Wine prices look doomed to rise in the wake of a record drop in global production, experts warn.

Unfavourable climate conditions, including particularly bad weather in Western Europe, saw production drop 8.2% across the world this year, according to The International Organisation of Vine and Wine.

Italy, France and Spain were hit particularly badly, recording volume declines of 23%, 19% and 15% respectively. Portugal, Romania and Hungary were the only European countries to grow production year on year.

This means prices will likely surge, particularly at the value end of the wine market, according to Rabobank global beverages strategist Stephen Rannekleiv.

“These tiers tend to be the most sensitive, with the thinnest margins and the least ability to absorb price increases,” he says. “Wineries are always reticent to pass on increases. Once you raise prices you can start to lose volume that’s very hard to get back - but when you look at how much production has declined, something is going to have to give.”

Distributors and wholesalers are looking to source wines from less traditional regions to make up for the shortfall. “We increasingly have to look further afield,” says Charlie Miller, trade account manager at Justerini & Brooks, which started working in the Jura region for the first time this year because of the similarities to Burgundy.
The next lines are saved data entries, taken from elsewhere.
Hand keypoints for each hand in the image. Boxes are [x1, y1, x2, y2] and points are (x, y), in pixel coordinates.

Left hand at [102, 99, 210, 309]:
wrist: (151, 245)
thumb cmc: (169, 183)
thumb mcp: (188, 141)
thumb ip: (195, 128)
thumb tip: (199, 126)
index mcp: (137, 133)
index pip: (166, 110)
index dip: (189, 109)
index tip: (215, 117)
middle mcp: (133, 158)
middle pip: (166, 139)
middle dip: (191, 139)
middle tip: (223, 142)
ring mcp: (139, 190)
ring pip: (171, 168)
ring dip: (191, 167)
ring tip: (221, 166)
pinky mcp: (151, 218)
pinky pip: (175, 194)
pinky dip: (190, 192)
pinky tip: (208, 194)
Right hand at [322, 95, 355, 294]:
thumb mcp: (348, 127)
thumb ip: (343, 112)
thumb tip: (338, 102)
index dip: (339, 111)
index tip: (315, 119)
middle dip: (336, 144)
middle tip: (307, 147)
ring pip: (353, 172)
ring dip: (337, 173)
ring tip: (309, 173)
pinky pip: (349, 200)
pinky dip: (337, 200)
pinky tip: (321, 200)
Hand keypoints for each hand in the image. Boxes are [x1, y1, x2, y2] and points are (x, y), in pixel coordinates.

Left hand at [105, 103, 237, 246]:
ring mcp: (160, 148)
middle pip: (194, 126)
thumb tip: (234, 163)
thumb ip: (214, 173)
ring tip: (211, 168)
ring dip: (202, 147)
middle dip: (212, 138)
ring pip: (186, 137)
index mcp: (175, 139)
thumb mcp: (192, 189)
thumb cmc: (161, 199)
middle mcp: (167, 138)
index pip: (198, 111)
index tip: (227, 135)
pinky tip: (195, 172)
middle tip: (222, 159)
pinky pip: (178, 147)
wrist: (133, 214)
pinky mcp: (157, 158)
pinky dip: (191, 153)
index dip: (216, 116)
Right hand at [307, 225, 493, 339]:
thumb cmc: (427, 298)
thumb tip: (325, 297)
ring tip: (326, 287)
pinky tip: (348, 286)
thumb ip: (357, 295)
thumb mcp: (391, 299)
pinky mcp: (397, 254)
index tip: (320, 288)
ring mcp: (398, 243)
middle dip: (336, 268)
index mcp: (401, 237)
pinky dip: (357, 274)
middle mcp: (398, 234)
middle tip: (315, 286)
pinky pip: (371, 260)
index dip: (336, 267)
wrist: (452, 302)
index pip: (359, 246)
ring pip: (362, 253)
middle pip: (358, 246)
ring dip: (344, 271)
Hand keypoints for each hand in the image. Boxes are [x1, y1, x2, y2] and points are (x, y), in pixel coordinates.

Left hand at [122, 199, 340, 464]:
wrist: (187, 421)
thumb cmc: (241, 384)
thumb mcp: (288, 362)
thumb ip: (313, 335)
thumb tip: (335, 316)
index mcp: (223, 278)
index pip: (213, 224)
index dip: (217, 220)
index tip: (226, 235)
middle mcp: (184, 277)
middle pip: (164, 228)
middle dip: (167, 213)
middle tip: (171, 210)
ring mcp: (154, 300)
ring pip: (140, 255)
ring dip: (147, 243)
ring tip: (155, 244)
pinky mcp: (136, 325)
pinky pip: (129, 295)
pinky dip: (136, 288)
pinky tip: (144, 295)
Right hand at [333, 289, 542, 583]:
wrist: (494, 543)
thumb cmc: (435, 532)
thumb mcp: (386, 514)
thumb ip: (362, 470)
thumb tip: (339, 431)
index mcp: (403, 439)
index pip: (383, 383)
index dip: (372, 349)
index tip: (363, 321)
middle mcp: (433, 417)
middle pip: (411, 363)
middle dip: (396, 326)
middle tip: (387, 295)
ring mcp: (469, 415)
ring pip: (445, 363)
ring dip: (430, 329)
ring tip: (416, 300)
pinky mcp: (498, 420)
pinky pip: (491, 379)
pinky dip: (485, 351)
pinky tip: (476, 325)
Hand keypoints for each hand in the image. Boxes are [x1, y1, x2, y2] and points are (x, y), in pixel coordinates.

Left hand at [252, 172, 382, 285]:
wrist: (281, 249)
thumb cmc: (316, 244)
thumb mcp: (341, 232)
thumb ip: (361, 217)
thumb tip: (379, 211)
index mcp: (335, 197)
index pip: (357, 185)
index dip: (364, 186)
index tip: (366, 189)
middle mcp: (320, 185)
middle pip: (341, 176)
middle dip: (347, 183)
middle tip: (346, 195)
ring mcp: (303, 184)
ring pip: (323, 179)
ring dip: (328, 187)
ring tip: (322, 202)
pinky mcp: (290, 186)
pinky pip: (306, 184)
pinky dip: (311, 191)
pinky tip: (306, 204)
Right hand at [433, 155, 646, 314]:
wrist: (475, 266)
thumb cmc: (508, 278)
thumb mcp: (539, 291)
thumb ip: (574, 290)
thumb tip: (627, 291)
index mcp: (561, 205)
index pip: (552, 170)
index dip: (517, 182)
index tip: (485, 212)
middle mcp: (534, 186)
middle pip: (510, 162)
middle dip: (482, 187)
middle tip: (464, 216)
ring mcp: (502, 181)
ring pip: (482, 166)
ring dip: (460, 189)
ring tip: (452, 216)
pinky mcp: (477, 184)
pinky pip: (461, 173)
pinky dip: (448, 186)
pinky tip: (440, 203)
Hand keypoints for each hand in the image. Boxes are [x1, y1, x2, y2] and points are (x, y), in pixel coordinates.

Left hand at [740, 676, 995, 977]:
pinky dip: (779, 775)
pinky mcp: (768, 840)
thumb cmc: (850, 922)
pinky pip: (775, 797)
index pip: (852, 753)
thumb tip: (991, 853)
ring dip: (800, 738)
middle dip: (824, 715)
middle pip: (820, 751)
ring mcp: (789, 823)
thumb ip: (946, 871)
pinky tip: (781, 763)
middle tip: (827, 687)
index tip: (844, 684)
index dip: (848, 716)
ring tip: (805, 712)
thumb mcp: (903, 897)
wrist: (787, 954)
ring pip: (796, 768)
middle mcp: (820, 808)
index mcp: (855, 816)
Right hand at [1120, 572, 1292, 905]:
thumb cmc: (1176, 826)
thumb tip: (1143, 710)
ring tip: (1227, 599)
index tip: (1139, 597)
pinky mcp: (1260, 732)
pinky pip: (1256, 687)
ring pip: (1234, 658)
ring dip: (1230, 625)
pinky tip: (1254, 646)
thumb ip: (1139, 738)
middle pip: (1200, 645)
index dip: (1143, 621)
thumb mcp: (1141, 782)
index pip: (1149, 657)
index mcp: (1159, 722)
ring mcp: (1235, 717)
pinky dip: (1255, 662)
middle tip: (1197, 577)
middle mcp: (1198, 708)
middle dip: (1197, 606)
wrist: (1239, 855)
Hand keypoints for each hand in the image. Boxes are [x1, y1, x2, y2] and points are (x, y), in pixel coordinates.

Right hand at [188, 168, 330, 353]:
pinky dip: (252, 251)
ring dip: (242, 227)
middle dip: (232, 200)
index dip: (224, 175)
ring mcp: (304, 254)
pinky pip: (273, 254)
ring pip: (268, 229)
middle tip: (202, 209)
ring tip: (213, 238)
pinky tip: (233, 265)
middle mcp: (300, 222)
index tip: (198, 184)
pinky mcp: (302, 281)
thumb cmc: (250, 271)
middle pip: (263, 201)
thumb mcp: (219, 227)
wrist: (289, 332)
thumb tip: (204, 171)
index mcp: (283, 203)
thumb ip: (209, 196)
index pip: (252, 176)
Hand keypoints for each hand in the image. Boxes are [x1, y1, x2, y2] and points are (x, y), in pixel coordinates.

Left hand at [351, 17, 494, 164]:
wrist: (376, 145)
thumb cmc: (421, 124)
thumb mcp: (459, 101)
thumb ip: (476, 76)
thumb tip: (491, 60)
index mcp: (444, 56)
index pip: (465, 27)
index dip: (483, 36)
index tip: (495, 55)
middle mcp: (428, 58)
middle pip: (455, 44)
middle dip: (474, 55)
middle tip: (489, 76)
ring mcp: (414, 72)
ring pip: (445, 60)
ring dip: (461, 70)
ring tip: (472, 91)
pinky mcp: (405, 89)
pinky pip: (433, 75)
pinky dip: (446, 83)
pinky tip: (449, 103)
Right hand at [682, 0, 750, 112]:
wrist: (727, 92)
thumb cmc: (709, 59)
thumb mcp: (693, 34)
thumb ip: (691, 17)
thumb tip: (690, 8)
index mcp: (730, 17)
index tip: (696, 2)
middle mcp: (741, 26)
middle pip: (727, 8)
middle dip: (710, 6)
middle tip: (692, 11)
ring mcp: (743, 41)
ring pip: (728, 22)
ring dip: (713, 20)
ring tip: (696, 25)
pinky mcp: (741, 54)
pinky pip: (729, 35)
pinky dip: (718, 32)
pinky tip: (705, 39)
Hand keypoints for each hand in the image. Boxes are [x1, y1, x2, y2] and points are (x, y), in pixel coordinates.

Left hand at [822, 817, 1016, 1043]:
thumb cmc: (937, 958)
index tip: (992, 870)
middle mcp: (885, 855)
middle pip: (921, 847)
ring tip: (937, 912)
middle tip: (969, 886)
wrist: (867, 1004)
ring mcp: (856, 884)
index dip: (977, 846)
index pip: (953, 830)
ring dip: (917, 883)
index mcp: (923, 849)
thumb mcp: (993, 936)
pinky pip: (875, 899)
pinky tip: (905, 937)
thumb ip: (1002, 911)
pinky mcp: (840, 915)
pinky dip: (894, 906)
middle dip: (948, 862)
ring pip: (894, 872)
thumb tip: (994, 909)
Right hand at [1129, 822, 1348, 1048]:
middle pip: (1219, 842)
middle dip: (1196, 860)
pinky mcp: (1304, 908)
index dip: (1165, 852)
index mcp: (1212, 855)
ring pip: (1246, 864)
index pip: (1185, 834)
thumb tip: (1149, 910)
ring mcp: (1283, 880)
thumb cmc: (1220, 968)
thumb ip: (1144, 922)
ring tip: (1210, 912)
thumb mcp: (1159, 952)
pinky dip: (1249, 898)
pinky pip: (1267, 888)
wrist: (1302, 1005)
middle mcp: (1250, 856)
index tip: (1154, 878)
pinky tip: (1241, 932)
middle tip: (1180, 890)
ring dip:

Wine prices have already risen thanks to the devaluation of sterling in the wake of the Brexit vote. The price of a 750ml bottle of still wine in the mults is up an average of 18p (2%) across 1,515 SKUs over the past 12 months [Brand View 52 w/e 25 October 2017].

“Discounting and promotional and promotional activity is likely to take a back seat this year to keep pricing as steady as possible,” says Rannekleiv.